_Directions for this task_: Below are entries; output exactly the lines from the one with "margin:0; font-family:Mulish,sans-serif; background:var(--page);" to the one with "display:block; font-size:35px; line-height:42px", both included, and nothing else.

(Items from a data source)
━━━━━━━━━━━━━━━━━━━━━━━━━━━━━━

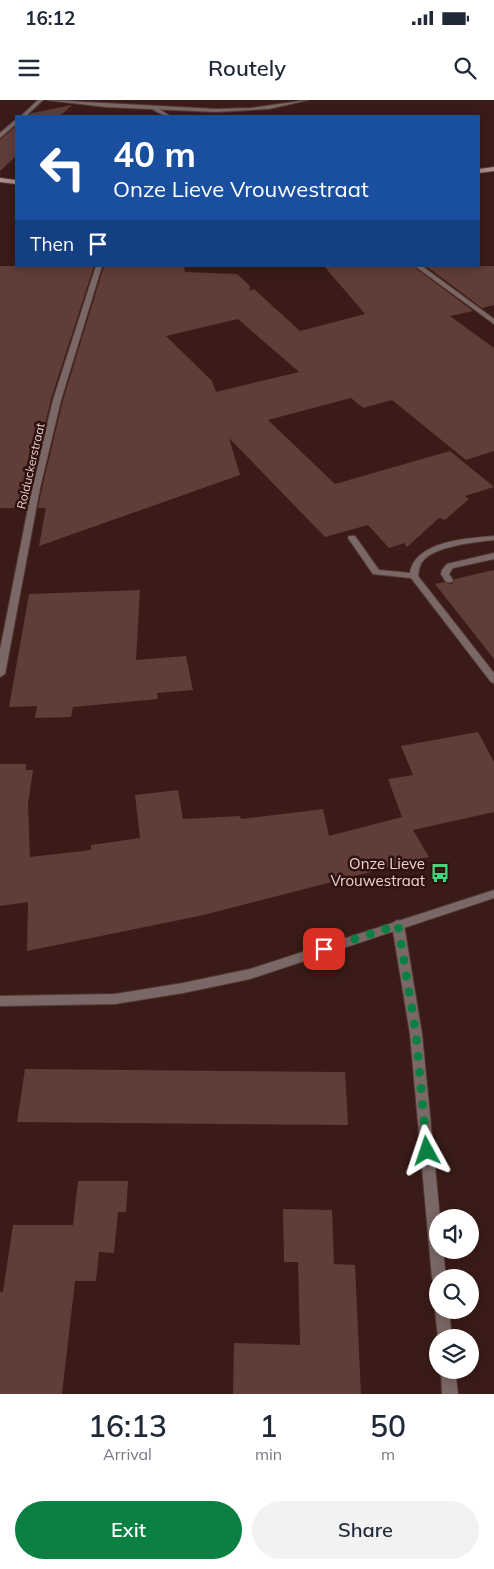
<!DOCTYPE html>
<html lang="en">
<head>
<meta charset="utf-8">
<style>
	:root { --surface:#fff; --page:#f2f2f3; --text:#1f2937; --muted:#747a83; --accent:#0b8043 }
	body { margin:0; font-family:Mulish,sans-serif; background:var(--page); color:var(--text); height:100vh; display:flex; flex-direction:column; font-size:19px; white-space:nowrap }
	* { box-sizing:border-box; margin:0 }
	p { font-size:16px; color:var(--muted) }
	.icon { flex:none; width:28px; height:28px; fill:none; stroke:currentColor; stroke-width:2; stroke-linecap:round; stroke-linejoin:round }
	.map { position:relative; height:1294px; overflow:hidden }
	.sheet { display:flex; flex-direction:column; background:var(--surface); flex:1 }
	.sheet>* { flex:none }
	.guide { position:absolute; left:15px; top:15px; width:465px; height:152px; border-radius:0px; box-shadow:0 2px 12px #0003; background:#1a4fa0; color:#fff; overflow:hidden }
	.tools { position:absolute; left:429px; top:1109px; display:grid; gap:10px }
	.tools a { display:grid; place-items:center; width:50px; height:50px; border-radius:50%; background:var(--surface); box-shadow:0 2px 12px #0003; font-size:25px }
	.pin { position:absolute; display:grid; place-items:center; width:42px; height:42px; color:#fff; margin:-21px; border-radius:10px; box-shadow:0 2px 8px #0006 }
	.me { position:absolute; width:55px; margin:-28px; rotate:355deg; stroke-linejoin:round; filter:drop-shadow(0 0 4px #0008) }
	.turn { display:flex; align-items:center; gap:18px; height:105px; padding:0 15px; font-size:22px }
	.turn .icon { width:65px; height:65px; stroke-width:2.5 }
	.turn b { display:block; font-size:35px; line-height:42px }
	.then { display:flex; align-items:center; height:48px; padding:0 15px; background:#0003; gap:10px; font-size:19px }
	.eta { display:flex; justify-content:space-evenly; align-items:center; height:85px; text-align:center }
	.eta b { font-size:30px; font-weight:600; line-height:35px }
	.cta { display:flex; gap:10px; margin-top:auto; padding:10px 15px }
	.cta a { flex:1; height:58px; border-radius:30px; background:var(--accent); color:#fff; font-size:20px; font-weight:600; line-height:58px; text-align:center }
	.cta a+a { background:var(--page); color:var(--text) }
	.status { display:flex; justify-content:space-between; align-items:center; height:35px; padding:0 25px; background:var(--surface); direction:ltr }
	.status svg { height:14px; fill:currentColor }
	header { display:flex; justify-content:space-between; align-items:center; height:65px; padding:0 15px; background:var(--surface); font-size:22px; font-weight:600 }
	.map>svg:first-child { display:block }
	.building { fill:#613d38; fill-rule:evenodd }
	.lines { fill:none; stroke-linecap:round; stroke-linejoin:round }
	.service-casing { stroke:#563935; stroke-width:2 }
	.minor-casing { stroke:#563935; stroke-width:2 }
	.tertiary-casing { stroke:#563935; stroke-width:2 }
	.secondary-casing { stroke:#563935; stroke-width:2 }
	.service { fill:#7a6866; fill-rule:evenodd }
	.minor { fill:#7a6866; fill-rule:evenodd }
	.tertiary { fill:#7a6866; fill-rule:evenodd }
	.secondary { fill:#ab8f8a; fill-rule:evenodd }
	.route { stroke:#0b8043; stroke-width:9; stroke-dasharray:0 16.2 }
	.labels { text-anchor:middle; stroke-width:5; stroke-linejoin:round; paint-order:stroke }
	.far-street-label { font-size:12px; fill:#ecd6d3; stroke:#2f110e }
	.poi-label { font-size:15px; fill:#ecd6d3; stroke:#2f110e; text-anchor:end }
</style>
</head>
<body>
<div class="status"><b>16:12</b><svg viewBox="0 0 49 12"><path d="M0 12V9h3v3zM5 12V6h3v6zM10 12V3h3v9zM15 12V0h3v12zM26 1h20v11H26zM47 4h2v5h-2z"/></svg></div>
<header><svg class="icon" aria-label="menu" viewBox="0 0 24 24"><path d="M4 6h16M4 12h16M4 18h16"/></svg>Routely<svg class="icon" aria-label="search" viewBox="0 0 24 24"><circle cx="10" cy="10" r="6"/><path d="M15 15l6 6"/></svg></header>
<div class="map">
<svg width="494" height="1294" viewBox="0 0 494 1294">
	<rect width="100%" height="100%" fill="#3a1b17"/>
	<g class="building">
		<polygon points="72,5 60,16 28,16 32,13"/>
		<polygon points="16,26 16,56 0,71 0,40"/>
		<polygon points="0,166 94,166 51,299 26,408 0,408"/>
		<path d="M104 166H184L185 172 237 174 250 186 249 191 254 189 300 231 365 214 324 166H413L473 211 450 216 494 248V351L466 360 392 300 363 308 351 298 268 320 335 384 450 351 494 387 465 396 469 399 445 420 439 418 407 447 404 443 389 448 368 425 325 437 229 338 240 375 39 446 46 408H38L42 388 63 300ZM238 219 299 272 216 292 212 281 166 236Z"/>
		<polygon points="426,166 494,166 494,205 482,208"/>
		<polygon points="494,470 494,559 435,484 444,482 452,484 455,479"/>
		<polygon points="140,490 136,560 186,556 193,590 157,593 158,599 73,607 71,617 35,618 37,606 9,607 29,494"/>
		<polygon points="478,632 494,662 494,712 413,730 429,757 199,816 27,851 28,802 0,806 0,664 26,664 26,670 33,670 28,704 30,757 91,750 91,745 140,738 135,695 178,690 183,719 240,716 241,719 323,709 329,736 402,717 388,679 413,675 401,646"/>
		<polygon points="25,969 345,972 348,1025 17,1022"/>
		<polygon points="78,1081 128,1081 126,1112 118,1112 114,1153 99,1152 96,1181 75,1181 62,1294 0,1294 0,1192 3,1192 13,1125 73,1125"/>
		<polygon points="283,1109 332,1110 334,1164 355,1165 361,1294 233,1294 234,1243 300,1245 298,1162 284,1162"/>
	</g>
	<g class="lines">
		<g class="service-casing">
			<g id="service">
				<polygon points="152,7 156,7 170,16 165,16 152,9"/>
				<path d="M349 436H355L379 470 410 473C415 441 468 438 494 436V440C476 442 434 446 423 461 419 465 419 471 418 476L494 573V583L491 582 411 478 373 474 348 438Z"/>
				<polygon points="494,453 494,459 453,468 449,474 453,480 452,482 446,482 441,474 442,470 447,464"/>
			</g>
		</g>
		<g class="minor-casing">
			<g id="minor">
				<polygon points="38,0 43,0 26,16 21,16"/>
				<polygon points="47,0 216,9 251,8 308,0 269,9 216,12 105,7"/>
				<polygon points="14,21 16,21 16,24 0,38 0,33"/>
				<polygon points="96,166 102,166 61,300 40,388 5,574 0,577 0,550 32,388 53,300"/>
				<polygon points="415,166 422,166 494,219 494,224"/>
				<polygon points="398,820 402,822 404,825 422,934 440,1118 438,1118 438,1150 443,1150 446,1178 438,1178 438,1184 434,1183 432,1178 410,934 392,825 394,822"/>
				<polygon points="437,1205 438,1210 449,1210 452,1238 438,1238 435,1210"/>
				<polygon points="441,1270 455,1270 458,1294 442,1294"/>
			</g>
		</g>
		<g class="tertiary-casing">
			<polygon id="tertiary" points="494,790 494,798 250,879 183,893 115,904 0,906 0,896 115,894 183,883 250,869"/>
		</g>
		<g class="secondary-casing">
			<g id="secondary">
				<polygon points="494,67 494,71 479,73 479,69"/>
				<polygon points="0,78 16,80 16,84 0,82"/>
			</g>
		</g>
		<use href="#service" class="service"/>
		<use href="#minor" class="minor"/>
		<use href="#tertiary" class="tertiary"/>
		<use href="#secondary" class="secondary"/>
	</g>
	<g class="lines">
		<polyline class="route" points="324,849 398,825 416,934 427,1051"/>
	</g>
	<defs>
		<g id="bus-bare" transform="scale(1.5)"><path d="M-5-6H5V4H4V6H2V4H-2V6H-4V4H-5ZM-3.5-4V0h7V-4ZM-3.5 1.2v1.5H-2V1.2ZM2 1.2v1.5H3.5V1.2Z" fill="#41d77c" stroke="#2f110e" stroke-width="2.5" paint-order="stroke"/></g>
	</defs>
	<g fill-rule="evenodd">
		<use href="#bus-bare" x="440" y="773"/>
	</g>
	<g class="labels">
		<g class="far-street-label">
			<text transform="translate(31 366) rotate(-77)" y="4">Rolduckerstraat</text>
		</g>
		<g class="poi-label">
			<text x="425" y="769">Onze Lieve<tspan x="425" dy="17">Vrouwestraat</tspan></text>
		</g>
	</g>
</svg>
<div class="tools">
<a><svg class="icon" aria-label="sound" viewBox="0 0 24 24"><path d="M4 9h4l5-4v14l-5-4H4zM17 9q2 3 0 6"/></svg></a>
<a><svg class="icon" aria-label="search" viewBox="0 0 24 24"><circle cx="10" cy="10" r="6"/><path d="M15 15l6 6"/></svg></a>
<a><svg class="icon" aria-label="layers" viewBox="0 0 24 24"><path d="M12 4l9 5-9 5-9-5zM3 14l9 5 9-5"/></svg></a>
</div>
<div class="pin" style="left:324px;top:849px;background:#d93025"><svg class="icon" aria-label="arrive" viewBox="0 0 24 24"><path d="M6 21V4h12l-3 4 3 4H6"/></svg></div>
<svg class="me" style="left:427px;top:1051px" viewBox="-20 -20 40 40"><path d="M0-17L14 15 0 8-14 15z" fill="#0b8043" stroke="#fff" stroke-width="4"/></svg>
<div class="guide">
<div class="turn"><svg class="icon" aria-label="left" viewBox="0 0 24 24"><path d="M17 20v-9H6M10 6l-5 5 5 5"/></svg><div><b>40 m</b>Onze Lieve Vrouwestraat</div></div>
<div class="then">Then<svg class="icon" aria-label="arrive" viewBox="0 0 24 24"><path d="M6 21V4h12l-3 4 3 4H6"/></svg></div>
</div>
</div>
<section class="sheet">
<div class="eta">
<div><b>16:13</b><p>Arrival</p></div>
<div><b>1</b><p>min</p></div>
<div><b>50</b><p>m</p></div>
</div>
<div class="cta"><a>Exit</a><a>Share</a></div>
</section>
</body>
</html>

━━━━━━━━━━━━━━━━━━━━━━━━━━━━━━

_Your response_:
	body { margin:0; font-family:Mulish,sans-serif; background:var(--page); color:var(--text); height:100vh; display:flex; flex-direction:column; font-size:19px; white-space:nowrap }
	* { box-sizing:border-box; margin:0 }
	p { font-size:16px; color:var(--muted) }
	.icon { flex:none; width:28px; height:28px; fill:none; stroke:currentColor; stroke-width:2; stroke-linecap:round; stroke-linejoin:round }
	.map { position:relative; height:1294px; overflow:hidden }
	.sheet { display:flex; flex-direction:column; background:var(--surface); flex:1 }
	.sheet>* { flex:none }
	.guide { position:absolute; left:15px; top:15px; width:465px; height:152px; border-radius:0px; box-shadow:0 2px 12px #0003; background:#1a4fa0; color:#fff; overflow:hidden }
	.tools { position:absolute; left:429px; top:1109px; display:grid; gap:10px }
	.tools a { display:grid; place-items:center; width:50px; height:50px; border-radius:50%; background:var(--surface); box-shadow:0 2px 12px #0003; font-size:25px }
	.pin { position:absolute; display:grid; place-items:center; width:42px; height:42px; color:#fff; margin:-21px; border-radius:10px; box-shadow:0 2px 8px #0006 }
	.me { position:absolute; width:55px; margin:-28px; rotate:355deg; stroke-linejoin:round; filter:drop-shadow(0 0 4px #0008) }
	.turn { display:flex; align-items:center; gap:18px; height:105px; padding:0 15px; font-size:22px }
	.turn .icon { width:65px; height:65px; stroke-width:2.5 }
	.turn b { display:block; font-size:35px; line-height:42px }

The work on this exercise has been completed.